Anyhow, I’ve been VERRRY critical of my work lately.  But recently on some of these pieces, I’ve hit the MAGIC POINT. (example above...)

What, you may ask, is the magic point?

Let me explain it to you like this.

I have this piece of canvas.  I take these crudely-wrapped bundles of bristles and I push around gobs of pigment to form different shapes on the canvas.  The shapes eventually start to take the shape of something vaguely recognizeable, like a raccoon, maybe, or (often, actually) a hedgehog.

Eventually the shapes, after I have done enough pushing and pulling, will get to the point where the pigments roughly approximate something like a cat.  Or a dog.  So then I have to keep going.

But it’s painfully clear (ha ha, the first time, I wrote this PAINTfully clear, which is totally a Freudian slip) that this is just a load of pigment on a canvas in some organic shapes.  It’s just paint.  It’s got no life.

But if I keep going, I know I’ll get rewarded.

So I keep messing around with this stuff, on and on, well past the point where a sane person would have thrown in the towel and headed to the neighborhood bar.

And then I reach the magic point.

All of a sudden, what was a bunch of random smears of paint suddenly coalesces.  I look down at what I’ve been doing, and say, 

“Ah, Fluffy, HELLO!  THERE you are!”

And they are.  There’s some essence of the animal’s spirit right there in the paint.  And I, being too stubborn or stupid to quit, have somehow captured it.

That’s the magic point.  That’s when I know I’m on the road out.  The painting may not be FINISHED (in fact, usually it ISN’T), but from that point on out, my job is mainly to NOT lose the spirit or cover it up by stupidly or carelessly slopping more paint on it.

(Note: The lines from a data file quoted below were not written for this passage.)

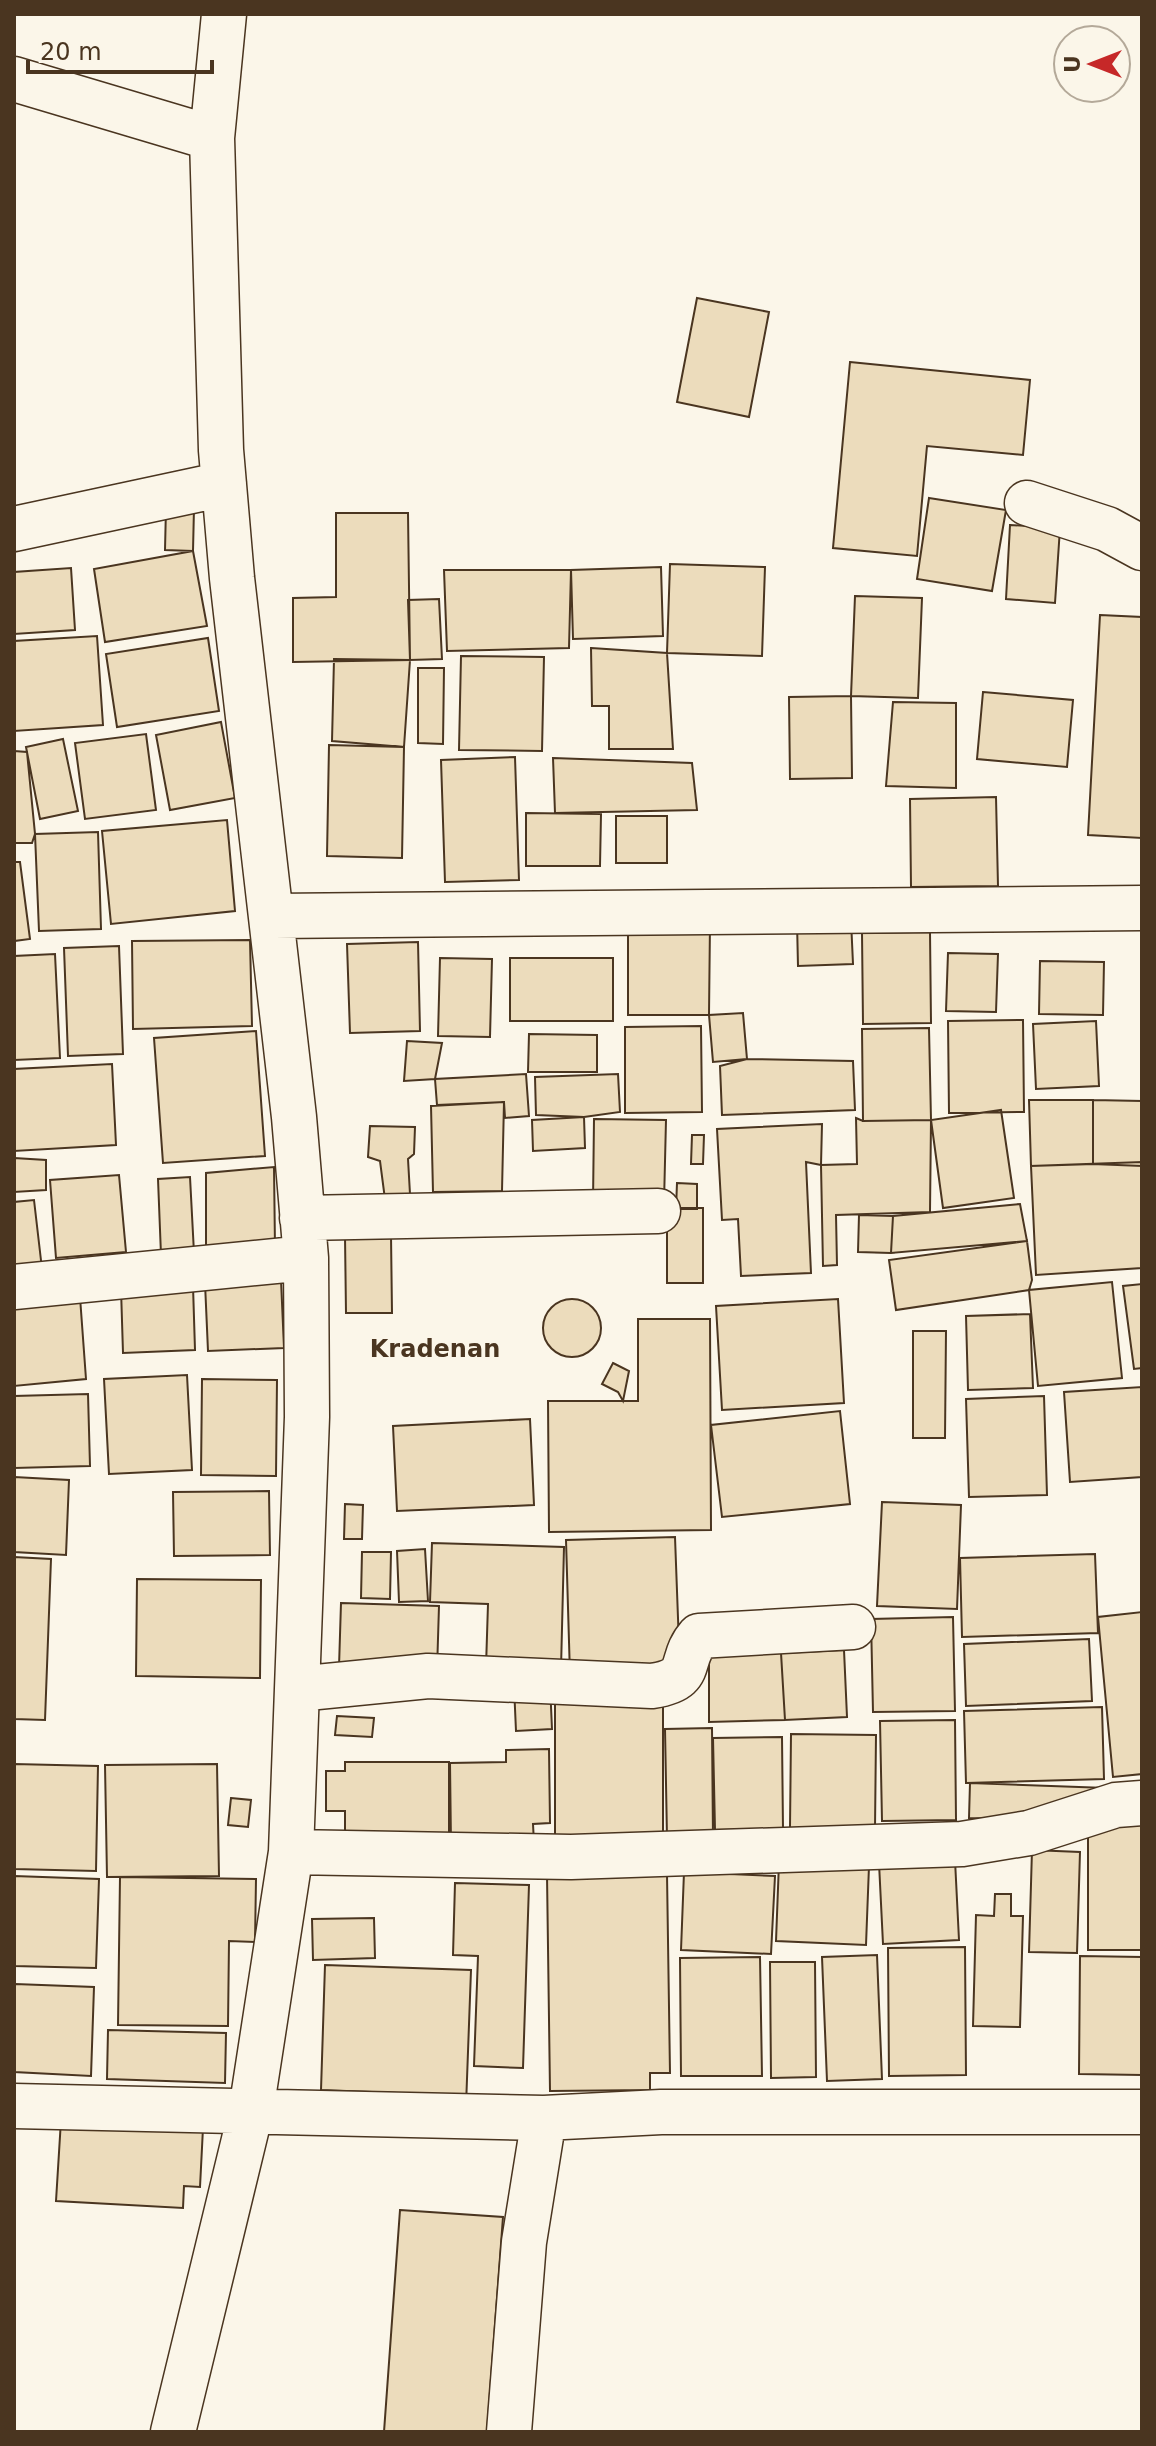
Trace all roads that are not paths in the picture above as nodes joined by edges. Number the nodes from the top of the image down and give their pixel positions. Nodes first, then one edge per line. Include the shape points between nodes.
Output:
1 (224, 14) edge
2 (14, 79) edge
3 (212, 138) junction
4 (224, 484) junction
5 (1027, 503) dead end
6 (14, 529) edge
7 (1142, 548) edge
8 (1142, 908) edge
9 (274, 916) junction
10 (658, 1211) dead end
11 (304, 1238) junction
12 (14, 1287) edge
13 (853, 1627) dead end
14 (297, 1689) junction
15 (1142, 1803) edge
16 (291, 1852) junction
17 (14, 2106) edge
18 (251, 2111) junction
19 (1142, 2112) edge
20 (544, 2118) junction
21 (173, 2432) edge
22 (509, 2432) edge

1 - 3 street
2 - 3 street
3 - 4 street
4 - 6 street
4 - 9 street
5 - 7 street via 1107,529
8 - 9 street
9 - 11 street
10 - 11 street
11 - 12 street
11 - 14 street via 307,1417
13 - 14 street via 699,1636 681,1676 674,1683 652,1686 428,1676
14 - 16 street
15 - 16 street via 1116,1805 1029,1833 962,1844 571,1857
16 - 18 street
17 - 18 street
18 - 20 street
18 - 21 street
19 - 20 street via 661,2112
20 - 22 street via 524,2242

At least that’s the way I think about it. 

But maybe I have been breathing too many paint fumes!

Monday, November 21, 2011

Trampoline no more!

Ahhhh...I FEEL MUCH BETTER NOW!

Here's the follow-up to the piece that was giving me fits two blog entries ago or so (For more information and a much CRAZIER version, please reference my blog titled "A Trampoline for Your Eyes").  Basically, I toned down the background with several translucent coats of grey/green.  Whew!  It's amazing what just a few coats of paint will do!

And now I'm sort of kicking myself for WAITING TWO WEEKS to do that!  I think I was a little afraid that it wouldn't work and that I would be out ALL the labor and time it took to lay in that tartan pattern!

Oh, well.  The way out is the way through.  I just had to grit my teeth and do it!  And the portrait is clearly all about the DOG now, instead of being about the giant red SQUARES and then the green and then sort of the dog and then...WHY do I suddenly have a craving for Walker's shortbread and a headache???

Okay, back to work!  I have a bunch more in the way of holiday portraits to work on...and travel plans in the offing as well!  So if I don't get back to another entry before the holidays, please have a happy thanksgiving!